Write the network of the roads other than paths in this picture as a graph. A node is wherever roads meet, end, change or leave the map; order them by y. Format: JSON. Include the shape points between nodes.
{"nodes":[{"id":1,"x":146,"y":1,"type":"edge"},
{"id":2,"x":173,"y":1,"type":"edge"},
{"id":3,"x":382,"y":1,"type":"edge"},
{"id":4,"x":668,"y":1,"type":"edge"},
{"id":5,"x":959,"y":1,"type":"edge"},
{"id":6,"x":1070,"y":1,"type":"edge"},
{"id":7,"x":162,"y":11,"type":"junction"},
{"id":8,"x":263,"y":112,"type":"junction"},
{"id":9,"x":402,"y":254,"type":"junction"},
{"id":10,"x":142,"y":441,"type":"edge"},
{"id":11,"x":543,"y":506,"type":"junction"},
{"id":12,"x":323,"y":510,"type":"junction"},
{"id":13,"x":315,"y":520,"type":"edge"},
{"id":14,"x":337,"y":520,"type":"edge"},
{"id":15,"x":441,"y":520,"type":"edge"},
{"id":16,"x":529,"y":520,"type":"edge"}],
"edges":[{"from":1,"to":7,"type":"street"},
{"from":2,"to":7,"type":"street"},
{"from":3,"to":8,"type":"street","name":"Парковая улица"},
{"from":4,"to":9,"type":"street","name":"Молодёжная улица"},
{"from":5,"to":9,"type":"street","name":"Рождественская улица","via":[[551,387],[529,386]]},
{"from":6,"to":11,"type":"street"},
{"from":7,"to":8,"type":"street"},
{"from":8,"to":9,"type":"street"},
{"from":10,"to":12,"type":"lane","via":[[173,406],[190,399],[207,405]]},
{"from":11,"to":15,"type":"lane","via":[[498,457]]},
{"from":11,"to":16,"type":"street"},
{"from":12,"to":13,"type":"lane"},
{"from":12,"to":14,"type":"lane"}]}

* * *

» **TASK ITEM**:
Output the material in full, exactly as it appears.

» **WORKED SOLUTION**:
Write the network of the roads other than paths in this picture as a graph. A node is wherever roads meet, end, change or leave the map; order them by y. Format: JSON. Include the shape points between nodes.
{"nodes":[{"id":1,"x":146,"y":1,"type":"edge"},
{"id":2,"x":173,"y":1,"type":"edge"},
{"id":3,"x":382,"y":1,"type":"edge"},
{"id":4,"x":668,"y":1,"type":"edge"},
{"id":5,"x":959,"y":1,"type":"edge"},
{"id":6,"x":1070,"y":1,"type":"edge"},
{"id":7,"x":162,"y":11,"type":"junction"},
{"id":8,"x":263,"y":112,"type":"junction"},
{"id":9,"x":402,"y":254,"type":"junction"},
{"id":10,"x":142,"y":441,"type":"edge"},
{"id":11,"x":543,"y":506,"type":"junction"},
{"id":12,"x":323,"y":510,"type":"junction"},
{"id":13,"x":315,"y":520,"type":"edge"},
{"id":14,"x":337,"y":520,"type":"edge"},
{"id":15,"x":441,"y":520,"type":"edge"},
{"id":16,"x":529,"y":520,"type":"edge"}],
"edges":[{"from":1,"to":7,"type":"street"},
{"from":2,"to":7,"type":"street"},
{"from":3,"to":8,"type":"street","name":"Парковая улица"},
{"from":4,"to":9,"type":"street","name":"Молодёжная улица"},
{"from":5,"to":9,"type":"street","name":"Рождественская улица","via":[[551,387],[529,386]]},
{"from":6,"to":11,"type":"street"},
{"from":7,"to":8,"type":"street"},
{"from":8,"to":9,"type":"street"},
{"from":10,"to":12,"type":"lane","via":[[173,406],[190,399],[207,405]]},
{"from":11,"to":15,"type":"lane","via":[[498,457]]},
{"from":11,"to":16,"type":"street"},
{"from":12,"to":13,"type":"lane"},
{"from":12,"to":14,"type":"lane"}]}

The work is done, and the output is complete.